The big picture: Alfred Eisenstaedt’s people-watching at the opera

The big picture: Alfred Eisenstaedt’s people-watching at the opera. A moment’s inattention at a La Scala premiere made just the shot the pioneering photojournalist needed

Alfred Eisenstaedt, the prime mover of candid photojournalism, took this picture at the La Scala opera house in 1933. Eisenstaedt was experimenting with a new Leica camera that allowed him to do away with much of the clunky paraphernalia of his craft. That night, at the gala premiere of Rimsky-Korsakov’s The Legend of the Invisible City of Kitezh, he was looking for a way to find some intimacy among the theatre’s grand architectural curves.

Scanning the boxes in the upper tiers of the opera house he saw a young woman whose attention to the progress of the Russian epic on stage did not seem absolute.
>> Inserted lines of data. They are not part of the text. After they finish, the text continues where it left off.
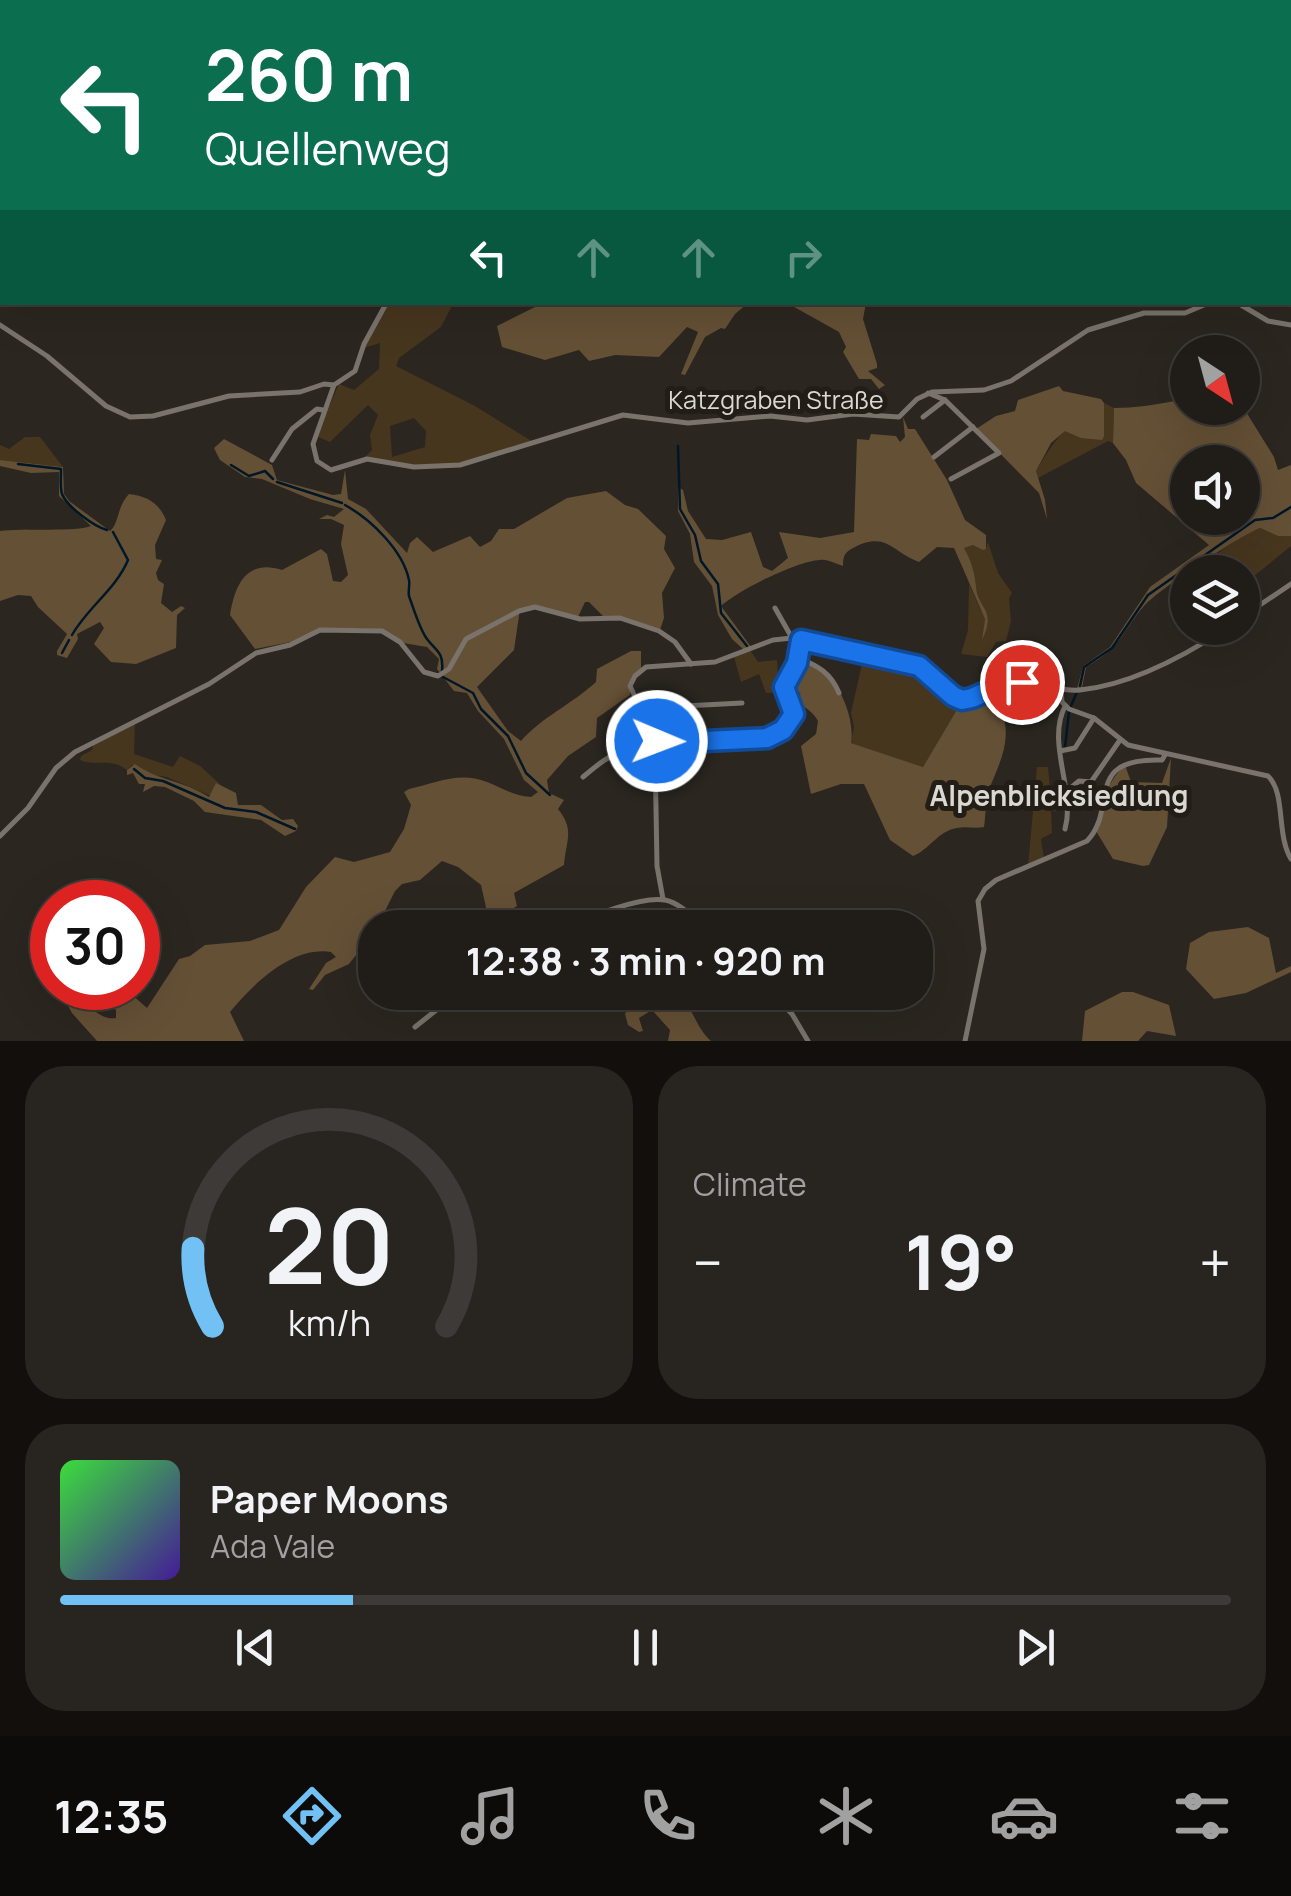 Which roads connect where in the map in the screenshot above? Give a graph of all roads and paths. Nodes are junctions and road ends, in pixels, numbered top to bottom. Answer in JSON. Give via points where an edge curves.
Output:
{"nodes":[{"id":1,"x":385,"y":305,"type":"edge"},
{"id":2,"x":1203,"y":305,"type":"edge"},
{"id":3,"x":1241,"y":305,"type":"edge"},
{"id":4,"x":1291,"y":324,"type":"edge"},
{"id":5,"x":0,"y":325,"type":"edge"},
{"id":6,"x":334,"y":385,"type":"junction"},
{"id":7,"x":928,"y":394,"type":"junction"},
{"id":8,"x":945,"y":400,"type":"junction"},
{"id":9,"x":323,"y":410,"type":"junction"},
{"id":10,"x":924,"y":417,"type":"dead end"},
{"id":11,"x":973,"y":427,"type":"junction"},
{"id":12,"x":934,"y":457,"type":"dead end"},
{"id":13,"x":272,"y":460,"type":"dead end"},
{"id":14,"x":950,"y":480,"type":"dead end"},
{"id":15,"x":1291,"y":584,"type":"edge"},
{"id":16,"x":1260,"y":605,"type":"edge"},
{"id":17,"x":774,"y":608,"type":"dead end"},
{"id":18,"x":792,"y":638,"type":"junction"},
{"id":19,"x":801,"y":640,"type":"junction"},
{"id":20,"x":1198,"y":645,"type":"edge"},
{"id":21,"x":799,"y":658,"type":"junction"},
{"id":22,"x":691,"y":664,"type":"junction"},
{"id":23,"x":1061,"y":690,"type":"junction"},
{"id":24,"x":838,"y":693,"type":"dead end"},
{"id":25,"x":742,"y":703,"type":"dead end"},
{"id":26,"x":643,"y":704,"type":"junction"},
{"id":27,"x":1065,"y":706,"type":"junction"},
{"id":28,"x":664,"y":707,"type":"junction"},
{"id":29,"x":1094,"y":718,"type":"junction"},
{"id":30,"x":621,"y":725,"type":"dead end"},
{"id":31,"x":1120,"y":740,"type":"junction"},
{"id":32,"x":655,"y":746,"type":"junction"},
{"id":33,"x":1060,"y":752,"type":"junction"},
{"id":34,"x":1166,"y":755,"type":"junction"},
{"id":35,"x":583,"y":777,"type":"dead end"},
{"id":36,"x":1067,"y":790,"type":"junction"},
{"id":37,"x":1065,"y":829,"type":"dead end"},
{"id":38,"x":0,"y":836,"type":"edge"},
{"id":39,"x":1291,"y":860,"type":"edge"},
{"id":40,"x":663,"y":899,"type":"junction"},
{"id":41,"x":611,"y":910,"type":"edge"},
{"id":42,"x":683,"y":910,"type":"edge"},
{"id":43,"x":436,"y":1010,"type":"edge"},
{"id":44,"x":789,"y":1010,"type":"edge"},
{"id":45,"x":415,"y":1027,"type":"dead end"},
{"id":46,"x":808,"y":1041,"type":"edge"},
{"id":47,"x":966,"y":1041,"type":"edge"}],
"edges":[{"from":1,"to":6,"type":"street","via":[[355,371]]},
{"from":2,"to":7,"type":"street","name":"Katzgraben Straße","via":[[1180,314],[1139,314],[1080,334],[1000,386]]},
{"from":3,"to":4,"type":"street","via":[[1268,321]]},
{"from":5,"to":6,"type":"street","via":[[130,417],[230,396]]},
{"from":6,"to":9,"type":"street"},
{"from":7,"to":8,"type":"street"},
{"from":7,"to":9,"type":"street","name":"Katzgraben Straße","via":[[896,418],[770,416],[688,424],[623,415],[460,464],[367,460],[336,470],[314,454]]},
{"from":8,"to":10,"type":"street"},
{"from":8,"to":11,"type":"street"},
{"from":9,"to":13,"type":"street","via":[[292,429]]},
{"from":11,"to":12,"type":"street"},
{"from":11,"to":14,"type":"street","via":[[999,453]]},
{"from":15,"to":16,"type":"street"},
{"from":17,"to":18,"type":"street"},
{"from":18,"to":19,"type":"street"},
{"from":18,"to":22,"type":"street"},
{"from":19,"to":21,"type":"street"},
{"from":19,"to":23,"type":"street","via":[[919,666],[962,700],[1016,683]]},
{"from":20,"to":23,"type":"street","via":[[1163,665],[1092,688]]},
{"from":21,"to":24,"type":"street","via":[[825,671]]},
{"from":21,"to":32,"type":"street","via":[[784,687],[794,714],[779,733]]},
{"from":22,"to":26,"type":"street","via":[[639,671],[630,686]]},
{"from":22,"to":38,"type":"street","via":[[659,630],[540,607],[466,639],[450,669],[438,676],[424,672],[382,631],[320,630],[256,652],[209,684],[67,757]]},
{"from":23,"to":27,"type":"street"},
{"from":25,"to":28,"type":"street"},
{"from":26,"to":28,"type":"street"},
{"from":26,"to":30,"type":"street","via":[[634,721]]},
{"from":27,"to":29,"type":"street"},
{"from":27,"to":33,"type":"street"},
{"from":28,"to":32,"type":"street"},
{"from":29,"to":31,"type":"street"},
{"from":29,"to":33,"type":"street","via":[[1075,748]]},
{"from":31,"to":34,"type":"street"},
{"from":31,"to":36,"type":"street","via":[[1091,782]]},
{"from":32,"to":35,"type":"street","via":[[613,756]]},
{"from":32,"to":40,"type":"street"},
{"from":33,"to":36,"type":"street"},
{"from":34,"to":39,"type":"street","via":[[1271,779]]},
{"from":34,"to":47,"type":"street","via":[[1121,767],[1104,793],[1091,838],[996,880],[981,895],[984,949]]},
{"from":36,"to":37,"type":"street"},
{"from":40,"to":41,"type":"street"},
{"from":40,"to":42,"type":"street"},
{"from":43,"to":45,"type":"street"},
{"from":44,"to":46,"type":"street"}]}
Better still, the box next to her was empty. Eisenstaedt was an unobtrusive man, only 5ft, and he inveigled his way into the empty box and got his shot. “Without the girl there would have been no picture,” he said.

A couple of years later, this was one of the images that persuaded a new magazine called Life, in New York, to take on the German-born Eisenstaedt as one of its first four staff photographers. Having photographed Hitler and Goebbels (the latter scowled into Eisenstaedt’s lens on discovering he was a Jew) he had left Berlin for the US in 1935. Among the 2,500 photo stories he published in Life in the next four decades was perhaps the most iconic image of the end of war: a US sailor kissing a young nurse in Times Square on VJ Day.

Eisenstaedt died in 1995, aged 96. His La Scala picture is included in a new exhibition devoted to modernism in photography since the first world war. Eisenstaedt was the least austere of modernists. “People don’t take me too seriously with my little camera,” he once suggested. “I don’t come as a photographer. I come as a friend.”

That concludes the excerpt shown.